Understanding animals, food, energy, and climate; using mathematics, evidence and rational thinking.

Geoff Russell qualified in philosophy and history, before undertaking a second degree in mathematics.  He wrote software for a living until he retired in 2016.  He lives with partner Suzanne Pope and a collection of animals in Adelaide,  Australia.

 

Even when working, Geoff often worked part time and devoted considerable time to animal protection activities; both at a political and practical level.  Currently he and Suzanne are active in bat rescue, having taken part in the rescue of over 400 bats during the four day heat wave in South Australia in December 2019.  Thousands of bats (grey headed flying foxes to be precise) died during the event, included many of the juveniles of the colony in Botanic Park.  

 

During the past 15 years he's devoted increasing time to writing ... non-fiction.  Many of the pressing issues of our time require a deeper technical understanding than many journalists can bring to their work. Even when they have the training, journalists are faced with deadlines, word limits and editors that make depth and detail impossible.  But often they don't have the background.

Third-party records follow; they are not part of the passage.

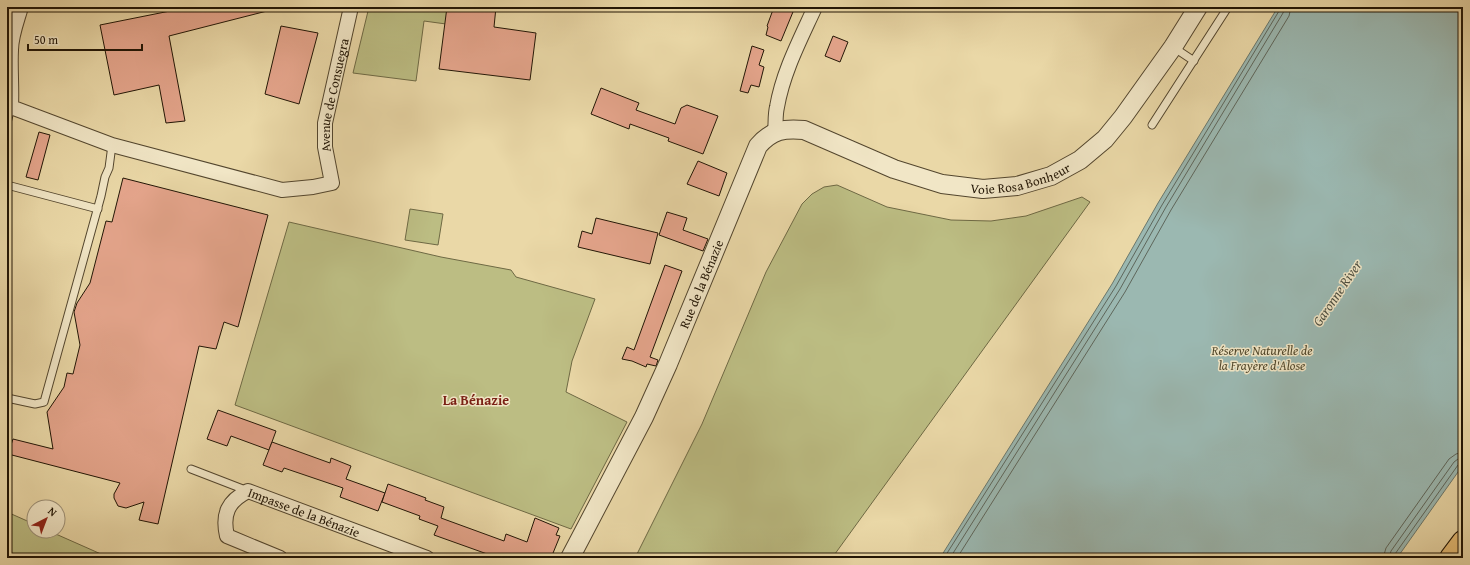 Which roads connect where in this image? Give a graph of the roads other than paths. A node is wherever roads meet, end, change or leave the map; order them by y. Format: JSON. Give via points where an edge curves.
{"nodes":[{"id":1,"x":17,"y":7,"type":"edge"},
{"id":2,"x":21,"y":7,"type":"edge"},
{"id":3,"x":350,"y":7,"type":"edge"},
{"id":4,"x":815,"y":7,"type":"edge"},
{"id":5,"x":1198,"y":7,"type":"edge"},
{"id":6,"x":1228,"y":7,"type":"edge"},
{"id":7,"x":7,"y":10,"type":"edge"},
{"id":8,"x":1173,"y":47,"type":"junction"},
{"id":9,"x":1194,"y":61,"type":"junction"},
{"id":10,"x":10,"y":81,"type":"edge"},
{"id":11,"x":9,"y":116,"type":"edge"},
{"id":12,"x":1152,"y":125,"type":"dead end"},
{"id":13,"x":775,"y":132,"type":"junction"},
{"id":14,"x":112,"y":145,"type":"junction"},
{"id":15,"x":7,"y":185,"type":"edge"},
{"id":16,"x":98,"y":209,"type":"junction"},
{"id":17,"x":7,"y":398,"type":"edge"},
{"id":18,"x":191,"y":469,"type":"dead end"},
{"id":19,"x":248,"y":491,"type":"junction"},
{"id":20,"x":1463,"y":542,"type":"edge"},
{"id":21,"x":394,"y":553,"type":"edge"},
{"id":22,"x":280,"y":558,"type":"edge"},
{"id":23,"x":427,"y":558,"type":"edge"},
{"id":24,"x":570,"y":558,"type":"edge"},
{"id":25,"x":1451,"y":558,"type":"edge"}],
"edges":[{"from":1,"to":7,"type":"main road"},
{"from":2,"to":10,"type":"street","via":[[13,36]]},
{"from":3,"to":14,"type":"street","name":"Avenue de Consuegra","via":[[324,123],[325,147],[332,183],[282,190]]},
{"from":4,"to":13,"type":"street","via":[[784,77],[776,108]]},
{"from":5,"to":8,"type":"street","name":"Voie Rosa Bonheur"},
{"from":6,"to":9,"type":"lane"},
{"from":8,"to":9,"type":"lane"},
{"from":8,"to":13,"type":"street","name":"Voie Rosa Bonheur","via":[[1105,139],[1080,160],[1051,176],[1017,186],[984,189],[942,184],[894,168],[804,130],[789,129]]},
{"from":9,"to":12,"type":"lane"},
{"from":10,"to":11,"type":"street"},
{"from":11,"to":14,"type":"street"},
{"from":13,"to":24,"type":"street","name":"Rue de la Bénazie","via":[[758,146],[644,417]]},
{"from":14,"to":16,"type":"lane"},
{"from":15,"to":16,"type":"lane"},
{"from":16,"to":17,"type":"lane","via":[[44,402],[35,404]]},
{"from":18,"to":19,"type":"lane"},
{"from":19,"to":21,"type":"street","name":"Impasse de la Bénazie"},
{"from":19,"to":22,"type":"street","name":"Impasse de la Bénazie","via":[[229,507],[225,516],[227,536]]},
{"from":20,"to":25,"type":"main road"},
{"from":21,"to":23,"type":"street","name":"Impasse de la Bénazie"}]} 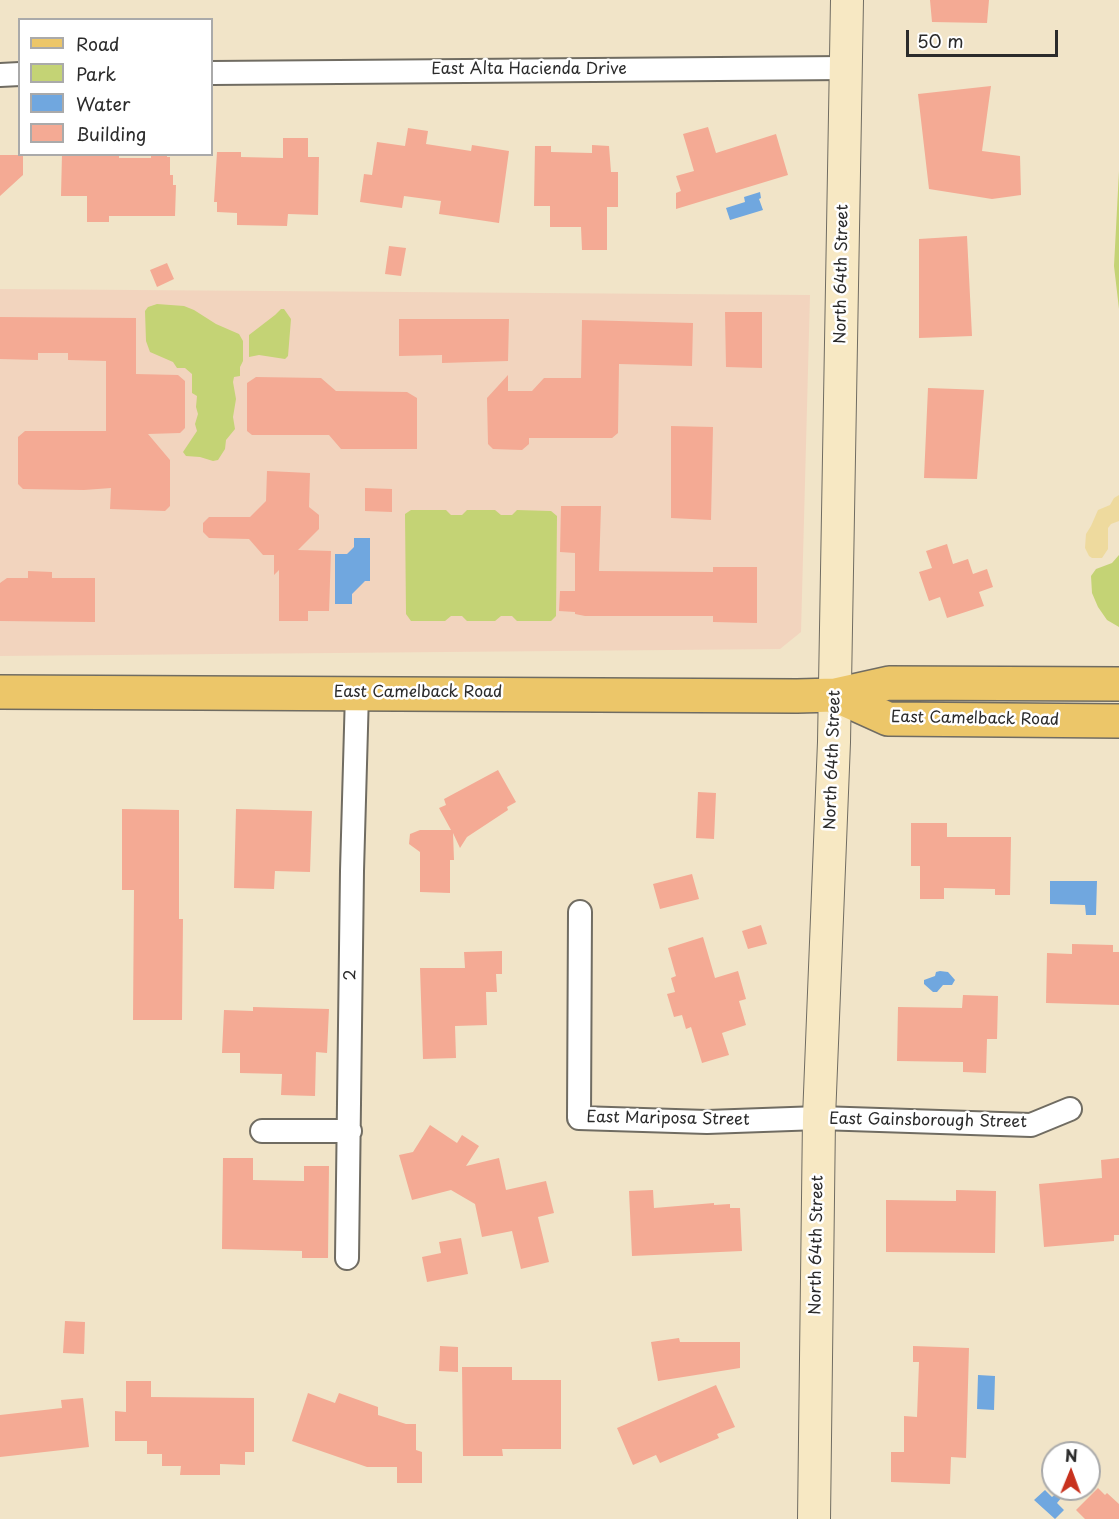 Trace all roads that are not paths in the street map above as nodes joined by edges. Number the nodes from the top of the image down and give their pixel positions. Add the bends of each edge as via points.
1 (848, 0) edge
2 (846, 68) junction
3 (213, 73) edge
4 (18, 74) edge
5 (0, 75) edge
6 (1119, 684) edge
7 (0, 692) edge
8 (357, 693) junction
9 (835, 695) junction
10 (1119, 721) edge
11 (580, 912) dead end
12 (1070, 1109) dead end
13 (819, 1118) junction
14 (262, 1131) dead end
15 (350, 1131) junction
16 (347, 1258) dead end
17 (814, 1519) edge

1 - 2 street, North 64th Street
2 - 3 street, East Alta Hacienda Drive
2 - 9 street, North 64th Street
4 - 5 street
6 - 9 main road, East Camelback Road via 889,683
7 - 8 main road, East Camelback Road
8 - 9 main road, East Camelback Road
8 - 15 street, 2
9 - 10 main road, East Camelback Road via 888,719
9 - 13 street, North 64th Street
11 - 13 street, East Mariposa Street via 579,1118 707,1122
12 - 13 street, East Gainsborough Street via 1031,1125
13 - 17 street, North 64th Street
14 - 15 street
15 - 16 street, 2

During the current Covid-19 crisis, we find journalists more used to covering politics being pulled into covering something way outside their comfort zone. Geoff first wrote about new zoonotic diseases back in 2009 and has been reading about them for even longer. 

 

A three decade vegan and member of the Animal Justice Party, his first book in 2009 was 'CSIRO Perfidy', a critique of the high-red-meat CSIRO 'Total Wellbeing diet'; the most environmentally destructive diet on the planet. His concerns about climate change and the ineffectiveness of renewables led to a re-examination of his lifelong opposition to nuclear power. After considerable research he realised that the reasons people fear nuclear are built on obsolete knowledge about DNA and cancer. His second book 'GreenJacked! Derailing environmental action on climate change' is an e-book available on Amazon. He was  a regular contributor to Barry Brook's BraveNewClimate.com since and has had pieces published in The Monthly, Australasian Science and a number of Australian newspapers. He has recently been  a regular contributor to New Matilda.